As per the directions of the Chairman-cum-Additional Secretary of Health, Chandigarh administration, a joint team, comprising officials of the Health, the police, the Excise and Taxation, the Legal Meteorology and the Food Safety and Drug Control, conducted the raid on shops in upscale Sectors 4 and 7-C and Manimajra locality.
The shops were blamed for stocking and selling imported cigarettes without having any purchase record and the mandatory 85 per cent pictorial warning regarding health hazard as required under the Cigarettes and Other Tobacco Products (Prohibition of Advertisement and Regulation of Trade and Commerce, Production, Supply and Distribution) Act, 2003, an official statement said.

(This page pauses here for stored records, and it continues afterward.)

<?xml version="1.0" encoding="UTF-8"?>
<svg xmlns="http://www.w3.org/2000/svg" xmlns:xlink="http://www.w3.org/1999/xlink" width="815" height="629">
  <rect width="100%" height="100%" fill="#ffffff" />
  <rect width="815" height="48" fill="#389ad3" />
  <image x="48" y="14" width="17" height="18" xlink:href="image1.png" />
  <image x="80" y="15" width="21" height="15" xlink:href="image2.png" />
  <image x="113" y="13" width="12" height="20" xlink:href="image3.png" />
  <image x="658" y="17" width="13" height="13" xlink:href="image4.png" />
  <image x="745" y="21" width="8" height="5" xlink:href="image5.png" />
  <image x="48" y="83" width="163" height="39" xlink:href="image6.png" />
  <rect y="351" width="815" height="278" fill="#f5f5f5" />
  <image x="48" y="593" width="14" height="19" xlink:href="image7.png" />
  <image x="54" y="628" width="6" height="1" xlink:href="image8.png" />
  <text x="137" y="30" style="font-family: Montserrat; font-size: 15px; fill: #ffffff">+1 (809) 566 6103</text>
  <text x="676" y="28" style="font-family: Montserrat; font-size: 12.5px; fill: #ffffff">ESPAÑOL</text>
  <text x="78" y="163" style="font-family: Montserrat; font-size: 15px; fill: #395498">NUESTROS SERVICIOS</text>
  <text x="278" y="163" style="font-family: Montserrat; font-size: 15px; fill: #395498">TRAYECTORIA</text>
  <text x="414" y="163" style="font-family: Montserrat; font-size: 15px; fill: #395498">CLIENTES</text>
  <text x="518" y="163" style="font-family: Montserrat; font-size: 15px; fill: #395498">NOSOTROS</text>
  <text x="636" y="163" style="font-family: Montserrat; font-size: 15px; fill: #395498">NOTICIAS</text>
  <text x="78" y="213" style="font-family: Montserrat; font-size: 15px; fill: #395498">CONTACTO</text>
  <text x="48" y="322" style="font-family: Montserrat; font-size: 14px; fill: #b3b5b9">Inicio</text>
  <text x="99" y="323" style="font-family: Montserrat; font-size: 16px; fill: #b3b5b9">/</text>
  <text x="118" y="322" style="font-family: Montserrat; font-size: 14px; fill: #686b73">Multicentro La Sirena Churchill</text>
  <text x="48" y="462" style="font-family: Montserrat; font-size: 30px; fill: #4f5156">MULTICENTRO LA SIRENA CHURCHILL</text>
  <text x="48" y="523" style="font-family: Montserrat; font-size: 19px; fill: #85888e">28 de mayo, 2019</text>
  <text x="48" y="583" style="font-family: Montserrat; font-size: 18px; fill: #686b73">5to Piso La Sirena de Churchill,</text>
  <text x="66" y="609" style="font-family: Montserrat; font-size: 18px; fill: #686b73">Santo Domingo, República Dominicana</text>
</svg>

The illegal cigarettes valued at Rs 21,000 were self-destroyed by a shopkeeper.
An official said that such raids will be continued by the Permanent Task Force constituted by the Chandigarh Administration to make the public more aware about the harmful effects of tobacco consumption and to prevent the sale of illegal imported cigarettes.
Likewise, major raids were conducted at Budhanpur village in Sector 16 of Panchkula, where most retailers were dealing with imported cigarettes.
Even the Haryana chief minister’s flying squad was involved in the raids, it was learnt.
Illegal sale of imported cigarettes in Punjab and Haryana has become common and poses a serious threat to health of smokers who are getting hooked to catchy packs of international brands, anti-tobacco activists said.
They said that selling illegal cigarettes, an organised crime, is not only evading the state’s high taxes but also playing with the lives of smokers, mainly first-timers, because of inferior manufacturing processes and low quality tobacco with high levels of tar and nicotine.
Trade insiders told IANS that Punjab alone has an annual legal market of 120 million cigarettes and the illegal market accounts for 20 per cent of the total trade.
Chandigarh and Panchkula cities have a market of 30 million and six million cigarettes annually and the illegal market also has a share of 15-20 per cent.
Most of the illegal cigarette brands originate from China and Indonesia and the retailers are attracted to them as they are available at a significantly lower price than the legal cigarettes. They are sold in the market at one fifth the price of a legal product.